Collected data entries
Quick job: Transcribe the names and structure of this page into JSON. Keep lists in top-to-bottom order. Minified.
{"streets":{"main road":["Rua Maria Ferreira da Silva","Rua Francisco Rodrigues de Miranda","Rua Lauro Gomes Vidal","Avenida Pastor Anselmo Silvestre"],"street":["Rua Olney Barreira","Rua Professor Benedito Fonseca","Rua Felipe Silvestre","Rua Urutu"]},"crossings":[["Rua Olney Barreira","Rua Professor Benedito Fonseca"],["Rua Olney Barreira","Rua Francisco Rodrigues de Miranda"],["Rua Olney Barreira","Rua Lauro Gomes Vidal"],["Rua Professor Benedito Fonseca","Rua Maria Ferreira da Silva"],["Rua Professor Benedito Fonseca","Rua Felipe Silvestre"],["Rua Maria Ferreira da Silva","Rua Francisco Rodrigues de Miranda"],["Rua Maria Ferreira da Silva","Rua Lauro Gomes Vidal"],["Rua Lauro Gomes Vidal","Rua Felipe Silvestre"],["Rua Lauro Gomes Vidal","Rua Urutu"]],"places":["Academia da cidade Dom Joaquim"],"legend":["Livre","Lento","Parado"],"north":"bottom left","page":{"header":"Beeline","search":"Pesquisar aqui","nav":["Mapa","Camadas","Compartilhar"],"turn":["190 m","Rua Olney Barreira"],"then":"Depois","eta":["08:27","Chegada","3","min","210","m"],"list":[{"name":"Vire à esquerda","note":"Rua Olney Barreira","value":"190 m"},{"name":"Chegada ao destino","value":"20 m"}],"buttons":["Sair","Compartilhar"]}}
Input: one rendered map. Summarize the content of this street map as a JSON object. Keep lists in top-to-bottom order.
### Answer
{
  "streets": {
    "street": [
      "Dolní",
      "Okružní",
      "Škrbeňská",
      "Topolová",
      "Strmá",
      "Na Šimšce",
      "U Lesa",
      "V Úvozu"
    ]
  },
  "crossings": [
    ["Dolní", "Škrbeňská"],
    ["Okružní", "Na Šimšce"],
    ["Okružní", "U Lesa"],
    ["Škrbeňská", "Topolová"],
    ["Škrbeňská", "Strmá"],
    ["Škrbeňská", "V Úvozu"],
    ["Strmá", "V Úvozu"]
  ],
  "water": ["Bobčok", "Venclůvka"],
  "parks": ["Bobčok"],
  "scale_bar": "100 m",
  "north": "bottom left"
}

Required work: Every line above should be printed again exactly as it stands.

Answer to the problem:
Quick job: Transcribe the names and structure of this page into JSON. Keep lists in top-to-bottom order. Minified.
{"streets":{"main road":["Rua Maria Ferreira da Silva","Rua Francisco Rodrigues de Miranda","Rua Lauro Gomes Vidal","Avenida Pastor Anselmo Silvestre"],"street":["Rua Olney Barreira","Rua Professor Benedito Fonseca","Rua Felipe Silvestre","Rua Urutu"]},"crossings":[["Rua Olney Barreira","Rua Professor Benedito Fonseca"],["Rua Olney Barreira","Rua Francisco Rodrigues de Miranda"],["Rua Olney Barreira","Rua Lauro Gomes Vidal"],["Rua Professor Benedito Fonseca","Rua Maria Ferreira da Silva"],["Rua Professor Benedito Fonseca","Rua Felipe Silvestre"],["Rua Maria Ferreira da Silva","Rua Francisco Rodrigues de Miranda"],["Rua Maria Ferreira da Silva","Rua Lauro Gomes Vidal"],["Rua Lauro Gomes Vidal","Rua Felipe Silvestre"],["Rua Lauro Gomes Vidal","Rua Urutu"]],"places":["Academia da cidade Dom Joaquim"],"legend":["Livre","Lento","Parado"],"north":"bottom left","page":{"header":"Beeline","search":"Pesquisar aqui","nav":["Mapa","Camadas","Compartilhar"],"turn":["190 m","Rua Olney Barreira"],"then":"Depois","eta":["08:27","Chegada","3","min","210","m"],"list":[{"name":"Vire à esquerda","note":"Rua Olney Barreira","value":"190 m"},{"name":"Chegada ao destino","value":"20 m"}],"buttons":["Sair","Compartilhar"]}}
Input: one rendered map. Summarize the content of this street map as a JSON object. Keep lists in top-to-bottom order.
### Answer
{
  "streets": {
    "street": [
      "Dolní",
      "Okružní",
      "Škrbeňská",
      "Topolová",
      "Strmá",
      "Na Šimšce",
      "U Lesa",
      "V Úvozu"
    ]
  },
  "crossings": [
    ["Dolní", "Škrbeňská"],
    ["Okružní", "Na Šimšce"],
    ["Okružní", "U Lesa"],
    ["Škrbeňská", "Topolová"],
    ["Škrbeňská", "Strmá"],
    ["Škrbeňská", "V Úvozu"],
    ["Strmá", "V Úvozu"]
  ],
  "water": ["Bobčok", "Venclůvka"],
  "parks": ["Bobčok"],
  "scale_bar": "100 m",
  "north": "bottom left"
}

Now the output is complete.